Dataset records
* * * * * * *
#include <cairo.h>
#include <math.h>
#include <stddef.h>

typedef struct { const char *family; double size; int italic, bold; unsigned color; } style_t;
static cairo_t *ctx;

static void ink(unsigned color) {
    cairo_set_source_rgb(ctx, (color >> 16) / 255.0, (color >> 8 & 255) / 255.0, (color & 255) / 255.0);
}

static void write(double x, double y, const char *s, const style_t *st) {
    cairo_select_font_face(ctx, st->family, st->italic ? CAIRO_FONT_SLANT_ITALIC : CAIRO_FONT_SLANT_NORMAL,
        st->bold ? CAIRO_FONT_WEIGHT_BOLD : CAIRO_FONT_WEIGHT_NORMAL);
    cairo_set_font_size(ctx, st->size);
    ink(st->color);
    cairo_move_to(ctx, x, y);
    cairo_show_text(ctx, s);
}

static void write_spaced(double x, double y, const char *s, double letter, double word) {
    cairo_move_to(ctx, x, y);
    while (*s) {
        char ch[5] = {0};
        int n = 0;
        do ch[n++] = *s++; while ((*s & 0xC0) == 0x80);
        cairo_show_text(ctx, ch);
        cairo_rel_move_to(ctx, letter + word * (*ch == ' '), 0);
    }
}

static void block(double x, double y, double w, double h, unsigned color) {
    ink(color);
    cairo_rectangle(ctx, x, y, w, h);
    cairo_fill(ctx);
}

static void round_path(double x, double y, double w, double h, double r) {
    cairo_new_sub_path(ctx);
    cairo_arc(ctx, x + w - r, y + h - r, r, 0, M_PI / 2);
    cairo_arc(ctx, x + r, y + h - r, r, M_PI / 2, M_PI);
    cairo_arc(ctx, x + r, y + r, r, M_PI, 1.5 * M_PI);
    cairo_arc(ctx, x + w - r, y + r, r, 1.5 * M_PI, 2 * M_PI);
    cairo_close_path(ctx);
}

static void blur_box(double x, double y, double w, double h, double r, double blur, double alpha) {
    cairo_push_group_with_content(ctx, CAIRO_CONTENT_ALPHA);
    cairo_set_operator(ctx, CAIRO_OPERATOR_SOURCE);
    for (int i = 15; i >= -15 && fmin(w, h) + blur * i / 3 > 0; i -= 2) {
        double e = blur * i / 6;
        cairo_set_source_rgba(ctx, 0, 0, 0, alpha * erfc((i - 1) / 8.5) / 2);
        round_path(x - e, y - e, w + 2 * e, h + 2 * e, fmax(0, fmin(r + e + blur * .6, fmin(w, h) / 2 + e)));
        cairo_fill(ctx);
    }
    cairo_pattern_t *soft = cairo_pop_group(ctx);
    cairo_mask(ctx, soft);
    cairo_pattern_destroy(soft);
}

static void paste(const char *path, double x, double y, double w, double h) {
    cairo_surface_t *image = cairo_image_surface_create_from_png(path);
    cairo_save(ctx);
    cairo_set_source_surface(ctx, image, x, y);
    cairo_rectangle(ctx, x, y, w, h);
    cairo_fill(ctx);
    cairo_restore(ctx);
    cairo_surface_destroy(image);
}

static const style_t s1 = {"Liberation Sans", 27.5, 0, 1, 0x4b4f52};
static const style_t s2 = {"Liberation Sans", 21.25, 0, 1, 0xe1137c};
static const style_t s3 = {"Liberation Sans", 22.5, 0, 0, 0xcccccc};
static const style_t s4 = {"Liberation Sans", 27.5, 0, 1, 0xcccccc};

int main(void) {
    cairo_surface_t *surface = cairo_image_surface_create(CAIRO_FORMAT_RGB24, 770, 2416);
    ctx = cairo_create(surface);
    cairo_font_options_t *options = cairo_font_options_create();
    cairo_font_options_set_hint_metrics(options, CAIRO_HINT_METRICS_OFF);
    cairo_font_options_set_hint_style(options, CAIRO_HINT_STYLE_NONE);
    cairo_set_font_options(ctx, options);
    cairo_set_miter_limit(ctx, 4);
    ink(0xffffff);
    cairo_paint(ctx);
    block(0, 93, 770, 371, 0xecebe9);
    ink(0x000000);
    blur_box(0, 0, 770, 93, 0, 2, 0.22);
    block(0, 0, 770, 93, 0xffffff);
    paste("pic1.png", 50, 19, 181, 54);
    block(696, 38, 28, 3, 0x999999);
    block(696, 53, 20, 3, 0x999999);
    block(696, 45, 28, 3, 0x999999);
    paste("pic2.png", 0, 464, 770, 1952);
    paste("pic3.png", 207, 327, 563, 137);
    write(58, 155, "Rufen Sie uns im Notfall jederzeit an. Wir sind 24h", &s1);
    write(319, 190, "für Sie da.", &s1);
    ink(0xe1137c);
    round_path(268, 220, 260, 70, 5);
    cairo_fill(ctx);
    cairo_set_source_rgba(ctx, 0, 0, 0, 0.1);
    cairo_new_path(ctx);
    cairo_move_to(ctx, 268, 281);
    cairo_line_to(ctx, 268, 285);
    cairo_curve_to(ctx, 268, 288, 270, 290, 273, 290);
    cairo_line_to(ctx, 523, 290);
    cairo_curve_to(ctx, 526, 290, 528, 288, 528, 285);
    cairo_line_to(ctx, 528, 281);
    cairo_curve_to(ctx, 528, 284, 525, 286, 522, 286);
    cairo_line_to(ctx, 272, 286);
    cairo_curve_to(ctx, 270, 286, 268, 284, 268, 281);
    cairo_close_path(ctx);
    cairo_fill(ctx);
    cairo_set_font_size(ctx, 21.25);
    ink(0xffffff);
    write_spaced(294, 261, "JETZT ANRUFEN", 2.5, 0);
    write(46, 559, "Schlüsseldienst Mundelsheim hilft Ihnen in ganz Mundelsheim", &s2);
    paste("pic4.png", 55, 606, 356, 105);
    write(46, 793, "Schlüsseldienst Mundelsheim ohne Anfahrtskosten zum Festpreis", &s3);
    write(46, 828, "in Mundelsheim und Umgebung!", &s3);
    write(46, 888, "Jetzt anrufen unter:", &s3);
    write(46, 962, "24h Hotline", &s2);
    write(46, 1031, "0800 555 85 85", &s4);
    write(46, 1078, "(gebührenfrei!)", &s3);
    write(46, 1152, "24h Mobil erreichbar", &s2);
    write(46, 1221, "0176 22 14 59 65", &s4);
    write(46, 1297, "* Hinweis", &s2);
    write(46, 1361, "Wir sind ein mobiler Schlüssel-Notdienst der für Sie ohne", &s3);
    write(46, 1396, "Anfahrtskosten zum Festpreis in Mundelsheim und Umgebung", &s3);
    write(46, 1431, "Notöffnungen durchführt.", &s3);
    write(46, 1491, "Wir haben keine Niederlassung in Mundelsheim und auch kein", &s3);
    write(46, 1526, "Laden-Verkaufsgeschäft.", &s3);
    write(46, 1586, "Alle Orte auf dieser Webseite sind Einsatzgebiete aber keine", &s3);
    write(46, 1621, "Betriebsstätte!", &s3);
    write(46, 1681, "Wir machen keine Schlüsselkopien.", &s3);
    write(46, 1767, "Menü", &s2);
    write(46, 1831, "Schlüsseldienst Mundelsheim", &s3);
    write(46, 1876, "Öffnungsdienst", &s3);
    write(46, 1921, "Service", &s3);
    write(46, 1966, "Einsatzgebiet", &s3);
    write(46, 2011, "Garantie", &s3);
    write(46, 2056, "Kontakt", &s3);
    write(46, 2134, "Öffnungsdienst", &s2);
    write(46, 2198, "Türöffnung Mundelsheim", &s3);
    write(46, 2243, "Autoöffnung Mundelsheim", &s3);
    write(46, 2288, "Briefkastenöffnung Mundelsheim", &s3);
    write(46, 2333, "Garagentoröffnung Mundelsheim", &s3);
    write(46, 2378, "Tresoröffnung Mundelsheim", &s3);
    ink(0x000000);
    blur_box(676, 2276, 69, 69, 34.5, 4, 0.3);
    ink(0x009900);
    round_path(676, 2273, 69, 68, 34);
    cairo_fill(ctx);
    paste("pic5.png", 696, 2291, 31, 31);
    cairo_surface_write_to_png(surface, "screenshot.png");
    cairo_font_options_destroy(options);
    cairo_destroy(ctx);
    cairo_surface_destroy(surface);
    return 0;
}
* * * * * * *
Assignment
Filter the entries above down to the lines that hold the word "fmin", and copy those lines.

Output below
    for (int i = 15; i >= -15 && fmin(w, h) + blur * i / 3 > 0; i -= 2) {
        round_path(x - e, y - e, w + 2 * e, h + 2 * e, fmax(0, fmin(r + e + blur * .6, fmin(w, h) / 2 + e)));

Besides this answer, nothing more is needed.